*Problem requirements*.
Look through the data below for the string "Paraná", and copy every line where it turns up.

*Material supplied*.
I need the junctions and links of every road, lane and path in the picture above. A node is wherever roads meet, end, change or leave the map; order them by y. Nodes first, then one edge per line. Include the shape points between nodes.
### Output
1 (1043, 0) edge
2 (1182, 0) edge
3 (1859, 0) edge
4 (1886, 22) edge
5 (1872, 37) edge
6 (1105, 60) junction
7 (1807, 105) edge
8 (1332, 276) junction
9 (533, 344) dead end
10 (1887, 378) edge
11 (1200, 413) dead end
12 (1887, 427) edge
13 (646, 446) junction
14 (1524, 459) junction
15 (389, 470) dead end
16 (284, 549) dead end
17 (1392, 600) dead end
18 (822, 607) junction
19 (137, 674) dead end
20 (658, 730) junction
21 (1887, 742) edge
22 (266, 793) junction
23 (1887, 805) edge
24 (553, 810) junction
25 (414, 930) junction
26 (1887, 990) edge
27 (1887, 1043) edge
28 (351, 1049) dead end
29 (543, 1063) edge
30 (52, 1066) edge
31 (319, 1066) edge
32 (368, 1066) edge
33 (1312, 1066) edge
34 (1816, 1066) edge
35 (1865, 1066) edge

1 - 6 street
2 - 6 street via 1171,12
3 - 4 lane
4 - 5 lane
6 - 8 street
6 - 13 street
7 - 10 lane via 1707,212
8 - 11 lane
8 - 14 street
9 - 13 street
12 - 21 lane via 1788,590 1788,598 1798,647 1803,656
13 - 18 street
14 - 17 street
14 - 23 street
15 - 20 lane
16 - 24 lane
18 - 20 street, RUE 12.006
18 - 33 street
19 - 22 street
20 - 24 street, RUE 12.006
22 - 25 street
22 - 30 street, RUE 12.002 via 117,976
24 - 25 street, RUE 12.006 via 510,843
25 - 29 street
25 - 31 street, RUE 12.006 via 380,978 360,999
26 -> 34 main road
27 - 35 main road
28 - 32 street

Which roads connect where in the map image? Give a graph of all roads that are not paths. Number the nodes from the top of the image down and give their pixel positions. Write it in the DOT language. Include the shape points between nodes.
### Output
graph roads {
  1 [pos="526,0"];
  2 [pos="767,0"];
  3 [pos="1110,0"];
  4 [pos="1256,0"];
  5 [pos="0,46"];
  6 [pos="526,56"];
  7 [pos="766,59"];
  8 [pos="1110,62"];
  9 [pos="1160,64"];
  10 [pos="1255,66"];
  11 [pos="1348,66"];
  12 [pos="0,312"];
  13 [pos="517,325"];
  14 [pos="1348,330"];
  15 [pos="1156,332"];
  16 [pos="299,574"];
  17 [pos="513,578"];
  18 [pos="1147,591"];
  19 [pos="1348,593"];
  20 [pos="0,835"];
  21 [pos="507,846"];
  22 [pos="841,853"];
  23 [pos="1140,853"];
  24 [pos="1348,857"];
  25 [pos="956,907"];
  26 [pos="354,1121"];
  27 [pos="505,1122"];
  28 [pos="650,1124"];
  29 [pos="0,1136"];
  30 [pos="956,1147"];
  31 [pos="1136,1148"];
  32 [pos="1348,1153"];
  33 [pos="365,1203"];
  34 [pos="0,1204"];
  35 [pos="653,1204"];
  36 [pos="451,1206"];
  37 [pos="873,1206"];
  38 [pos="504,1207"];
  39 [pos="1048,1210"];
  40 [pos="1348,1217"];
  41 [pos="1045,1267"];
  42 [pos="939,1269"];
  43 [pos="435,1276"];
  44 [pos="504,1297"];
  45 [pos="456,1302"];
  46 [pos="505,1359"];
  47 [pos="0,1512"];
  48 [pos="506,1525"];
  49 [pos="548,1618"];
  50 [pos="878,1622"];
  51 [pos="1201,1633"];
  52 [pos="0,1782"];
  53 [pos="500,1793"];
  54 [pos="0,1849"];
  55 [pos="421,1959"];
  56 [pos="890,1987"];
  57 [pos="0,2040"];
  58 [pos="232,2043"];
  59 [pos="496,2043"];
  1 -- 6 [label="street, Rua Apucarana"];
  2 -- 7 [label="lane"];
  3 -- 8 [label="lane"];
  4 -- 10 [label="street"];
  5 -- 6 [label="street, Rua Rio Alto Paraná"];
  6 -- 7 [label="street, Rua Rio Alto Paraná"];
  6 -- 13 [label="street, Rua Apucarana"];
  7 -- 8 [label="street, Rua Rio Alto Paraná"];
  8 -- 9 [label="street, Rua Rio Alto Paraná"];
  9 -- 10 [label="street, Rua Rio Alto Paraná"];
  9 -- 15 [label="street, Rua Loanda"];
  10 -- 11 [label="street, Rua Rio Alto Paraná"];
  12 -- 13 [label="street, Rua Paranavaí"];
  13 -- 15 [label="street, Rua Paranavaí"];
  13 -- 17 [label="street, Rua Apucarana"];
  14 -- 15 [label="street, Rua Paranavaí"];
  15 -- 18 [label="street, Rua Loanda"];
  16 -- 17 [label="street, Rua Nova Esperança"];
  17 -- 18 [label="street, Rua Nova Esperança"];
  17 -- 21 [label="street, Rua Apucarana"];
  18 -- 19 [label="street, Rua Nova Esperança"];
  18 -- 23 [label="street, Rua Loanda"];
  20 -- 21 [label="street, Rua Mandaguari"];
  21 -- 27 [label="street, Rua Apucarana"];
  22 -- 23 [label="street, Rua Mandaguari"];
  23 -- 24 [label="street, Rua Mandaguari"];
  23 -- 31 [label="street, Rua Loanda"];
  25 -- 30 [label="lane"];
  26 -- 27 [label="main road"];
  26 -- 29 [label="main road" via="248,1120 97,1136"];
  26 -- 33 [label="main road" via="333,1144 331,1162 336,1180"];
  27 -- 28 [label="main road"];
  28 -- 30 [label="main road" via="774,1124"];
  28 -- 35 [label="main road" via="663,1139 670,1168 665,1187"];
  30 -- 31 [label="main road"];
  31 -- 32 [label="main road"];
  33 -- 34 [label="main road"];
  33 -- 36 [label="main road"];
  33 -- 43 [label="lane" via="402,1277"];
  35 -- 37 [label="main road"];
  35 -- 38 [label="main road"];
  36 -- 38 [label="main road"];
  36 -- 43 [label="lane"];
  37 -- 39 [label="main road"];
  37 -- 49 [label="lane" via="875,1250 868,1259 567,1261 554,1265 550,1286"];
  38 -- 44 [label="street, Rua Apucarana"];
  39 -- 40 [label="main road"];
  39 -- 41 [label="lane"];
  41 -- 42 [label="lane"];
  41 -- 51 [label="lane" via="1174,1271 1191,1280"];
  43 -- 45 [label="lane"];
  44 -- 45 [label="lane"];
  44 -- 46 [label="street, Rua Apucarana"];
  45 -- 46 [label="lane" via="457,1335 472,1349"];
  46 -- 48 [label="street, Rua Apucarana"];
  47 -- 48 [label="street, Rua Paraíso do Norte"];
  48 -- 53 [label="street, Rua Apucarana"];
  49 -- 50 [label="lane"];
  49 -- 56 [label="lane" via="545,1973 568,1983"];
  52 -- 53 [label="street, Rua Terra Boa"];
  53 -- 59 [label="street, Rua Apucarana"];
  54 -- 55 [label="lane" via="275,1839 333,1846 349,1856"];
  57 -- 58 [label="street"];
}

*Result for this exercise*.
  5 -- 6 [label="street, Rua Rio Alto Paraná"];
  6 -- 7 [label="street, Rua Rio Alto Paraná"];
  7 -- 8 [label="street, Rua Rio Alto Paraná"];
  8 -- 9 [label="street, Rua Rio Alto Paraná"];
  9 -- 10 [label="street, Rua Rio Alto Paraná"];
  10 -- 11 [label="street, Rua Rio Alto Paraná"];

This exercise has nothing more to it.